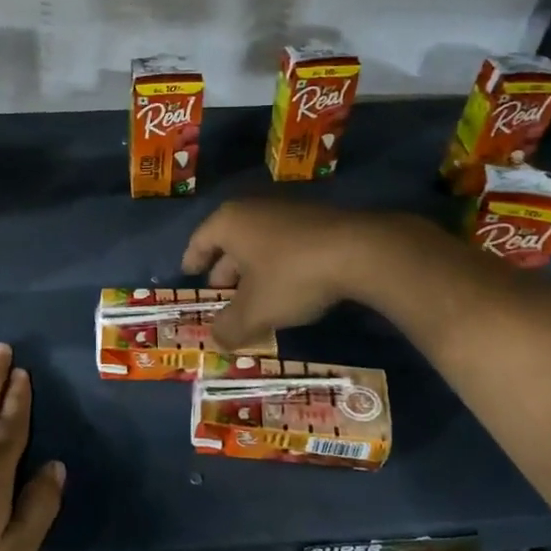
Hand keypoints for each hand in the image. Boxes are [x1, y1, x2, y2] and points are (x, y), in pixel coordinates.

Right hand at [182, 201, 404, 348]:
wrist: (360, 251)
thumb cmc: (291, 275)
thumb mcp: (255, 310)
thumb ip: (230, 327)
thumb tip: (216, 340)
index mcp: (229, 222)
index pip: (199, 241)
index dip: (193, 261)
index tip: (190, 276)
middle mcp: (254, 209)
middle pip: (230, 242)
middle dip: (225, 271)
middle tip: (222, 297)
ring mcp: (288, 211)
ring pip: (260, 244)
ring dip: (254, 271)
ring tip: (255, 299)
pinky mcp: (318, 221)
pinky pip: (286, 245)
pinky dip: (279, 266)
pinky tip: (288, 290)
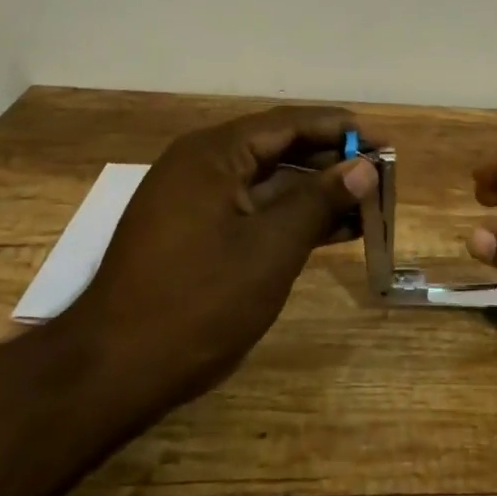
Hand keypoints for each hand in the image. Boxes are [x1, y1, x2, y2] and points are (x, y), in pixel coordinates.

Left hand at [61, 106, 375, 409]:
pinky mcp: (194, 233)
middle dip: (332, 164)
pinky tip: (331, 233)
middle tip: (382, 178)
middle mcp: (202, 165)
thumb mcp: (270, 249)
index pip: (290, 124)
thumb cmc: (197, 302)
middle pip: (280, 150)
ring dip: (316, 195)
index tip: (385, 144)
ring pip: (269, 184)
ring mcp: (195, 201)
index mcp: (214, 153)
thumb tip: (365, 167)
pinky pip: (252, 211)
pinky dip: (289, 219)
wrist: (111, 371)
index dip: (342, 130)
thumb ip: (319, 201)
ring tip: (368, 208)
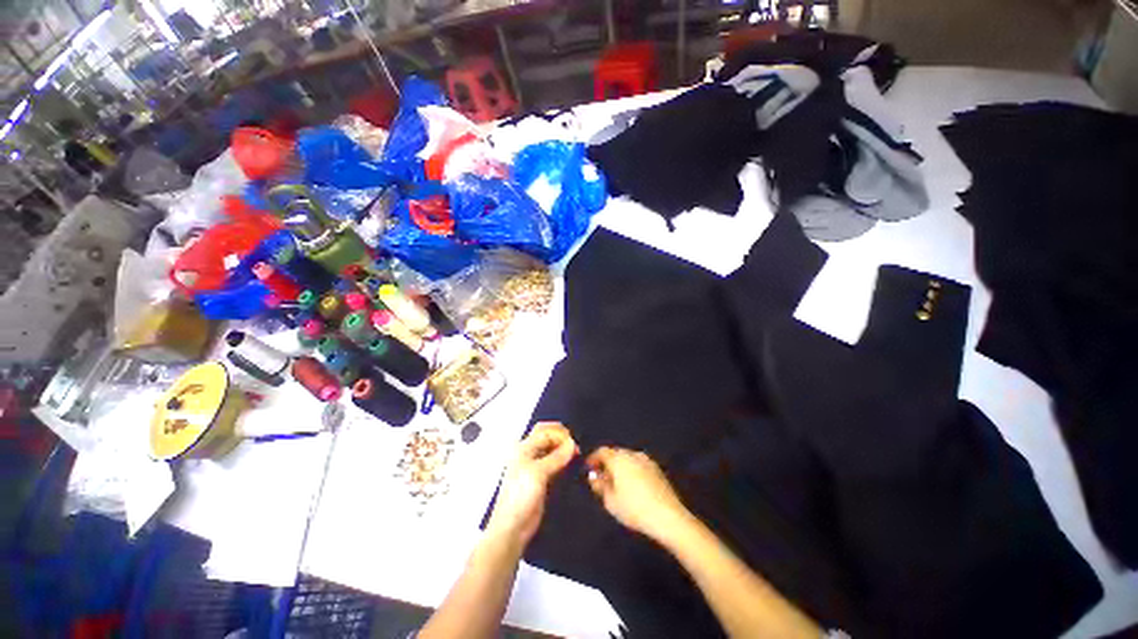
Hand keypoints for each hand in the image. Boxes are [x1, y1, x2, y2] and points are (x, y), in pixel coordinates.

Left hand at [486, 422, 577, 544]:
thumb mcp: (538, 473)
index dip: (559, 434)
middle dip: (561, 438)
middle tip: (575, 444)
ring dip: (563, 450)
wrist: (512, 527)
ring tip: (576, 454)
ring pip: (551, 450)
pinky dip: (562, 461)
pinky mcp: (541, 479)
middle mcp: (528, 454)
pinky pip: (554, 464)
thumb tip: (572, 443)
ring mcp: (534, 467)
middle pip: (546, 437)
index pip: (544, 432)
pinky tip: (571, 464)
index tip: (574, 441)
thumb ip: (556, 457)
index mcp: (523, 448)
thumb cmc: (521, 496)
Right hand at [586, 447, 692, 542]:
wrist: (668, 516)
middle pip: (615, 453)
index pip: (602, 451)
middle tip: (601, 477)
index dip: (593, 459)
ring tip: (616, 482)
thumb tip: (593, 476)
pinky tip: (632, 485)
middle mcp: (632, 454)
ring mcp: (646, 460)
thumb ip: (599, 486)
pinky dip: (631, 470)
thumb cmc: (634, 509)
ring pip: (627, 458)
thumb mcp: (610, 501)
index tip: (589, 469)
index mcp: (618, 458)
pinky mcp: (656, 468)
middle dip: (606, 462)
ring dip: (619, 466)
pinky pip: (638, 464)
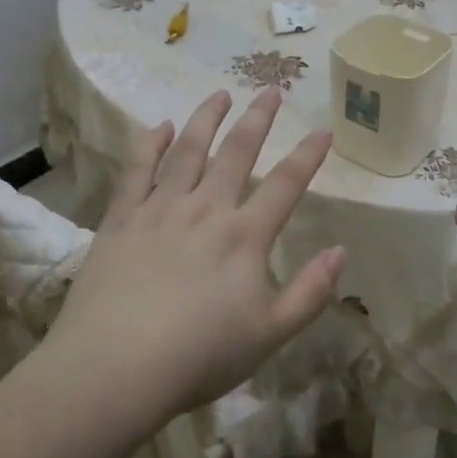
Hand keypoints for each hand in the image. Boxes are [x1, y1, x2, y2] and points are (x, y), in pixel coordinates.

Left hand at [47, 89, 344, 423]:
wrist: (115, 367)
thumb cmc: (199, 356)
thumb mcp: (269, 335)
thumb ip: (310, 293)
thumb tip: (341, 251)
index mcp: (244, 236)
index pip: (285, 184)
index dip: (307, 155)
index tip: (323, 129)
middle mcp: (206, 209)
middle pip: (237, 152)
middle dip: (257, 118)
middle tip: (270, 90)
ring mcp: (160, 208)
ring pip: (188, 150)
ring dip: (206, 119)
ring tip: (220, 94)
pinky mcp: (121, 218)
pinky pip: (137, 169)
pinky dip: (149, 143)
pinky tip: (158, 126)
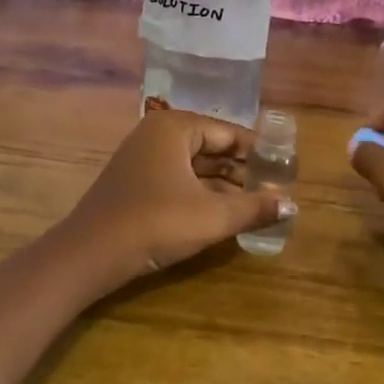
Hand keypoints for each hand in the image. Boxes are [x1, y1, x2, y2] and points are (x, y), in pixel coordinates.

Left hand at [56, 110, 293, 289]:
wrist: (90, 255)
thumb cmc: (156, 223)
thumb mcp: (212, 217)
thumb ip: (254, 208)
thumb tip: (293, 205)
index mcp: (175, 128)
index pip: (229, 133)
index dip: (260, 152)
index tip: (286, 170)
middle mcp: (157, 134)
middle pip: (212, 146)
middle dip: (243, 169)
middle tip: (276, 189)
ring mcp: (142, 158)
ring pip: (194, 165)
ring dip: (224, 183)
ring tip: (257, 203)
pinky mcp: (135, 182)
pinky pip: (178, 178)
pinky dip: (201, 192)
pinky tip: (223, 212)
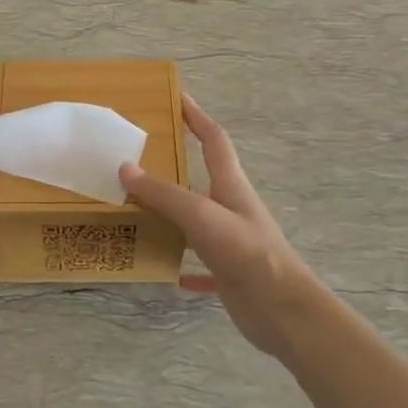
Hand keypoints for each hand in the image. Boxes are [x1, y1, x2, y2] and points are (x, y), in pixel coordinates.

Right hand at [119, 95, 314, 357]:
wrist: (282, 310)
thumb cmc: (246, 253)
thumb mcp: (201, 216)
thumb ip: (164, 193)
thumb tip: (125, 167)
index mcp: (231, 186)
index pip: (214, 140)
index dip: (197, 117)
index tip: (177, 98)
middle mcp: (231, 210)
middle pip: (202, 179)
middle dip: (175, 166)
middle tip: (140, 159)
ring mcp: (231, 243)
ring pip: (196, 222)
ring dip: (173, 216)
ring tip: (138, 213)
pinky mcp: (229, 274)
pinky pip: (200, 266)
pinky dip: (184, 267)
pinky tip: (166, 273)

+--

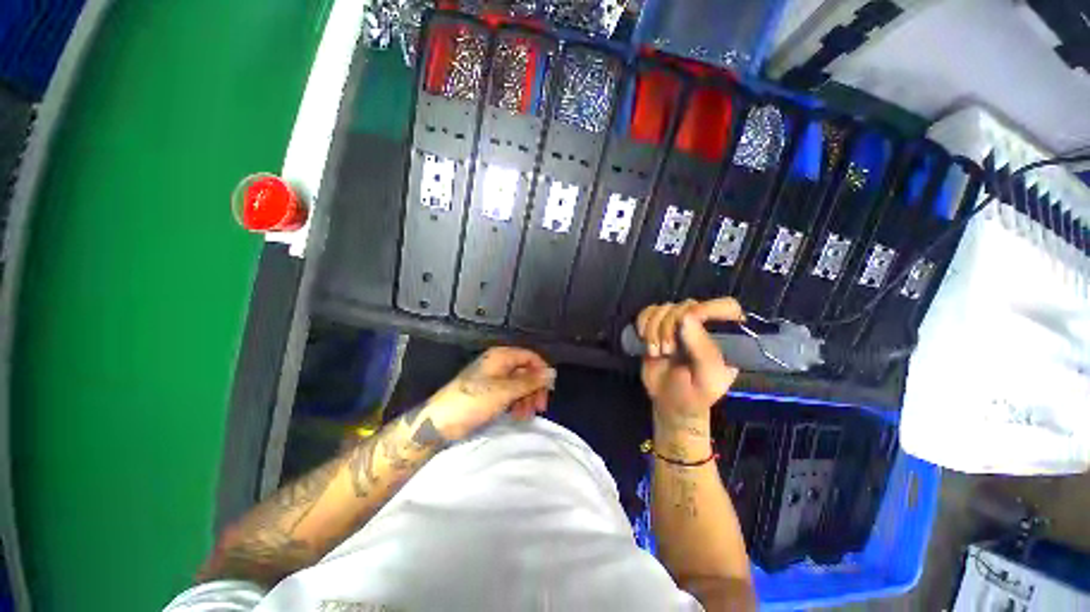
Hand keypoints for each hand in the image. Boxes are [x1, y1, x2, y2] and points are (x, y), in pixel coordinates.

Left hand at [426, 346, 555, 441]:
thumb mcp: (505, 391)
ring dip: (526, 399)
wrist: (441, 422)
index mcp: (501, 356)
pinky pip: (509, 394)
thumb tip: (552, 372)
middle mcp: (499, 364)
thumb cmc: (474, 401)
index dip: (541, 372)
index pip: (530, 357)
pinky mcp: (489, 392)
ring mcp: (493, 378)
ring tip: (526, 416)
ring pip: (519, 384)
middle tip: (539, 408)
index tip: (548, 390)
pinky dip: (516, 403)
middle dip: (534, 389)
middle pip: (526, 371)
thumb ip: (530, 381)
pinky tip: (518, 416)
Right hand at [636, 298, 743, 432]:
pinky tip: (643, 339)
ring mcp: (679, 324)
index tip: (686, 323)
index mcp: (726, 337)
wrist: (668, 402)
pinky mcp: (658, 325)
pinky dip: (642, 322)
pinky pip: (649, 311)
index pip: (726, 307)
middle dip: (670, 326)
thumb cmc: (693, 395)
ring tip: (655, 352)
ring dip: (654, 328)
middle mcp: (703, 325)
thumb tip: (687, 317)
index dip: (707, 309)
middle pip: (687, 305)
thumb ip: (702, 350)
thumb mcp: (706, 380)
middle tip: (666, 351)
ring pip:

+--

• **TASK REQUIREMENTS**
Scan the material above for the word "Right", and copy every line in which it is found.

• **RESULT BELOW**
Right hand at [182, 201, 404, 348]:
Right hand at [586, 447, 692, 542]:
Right hand at [119, 95, 314, 357]:
Right hand at [636, 298, 743, 432]:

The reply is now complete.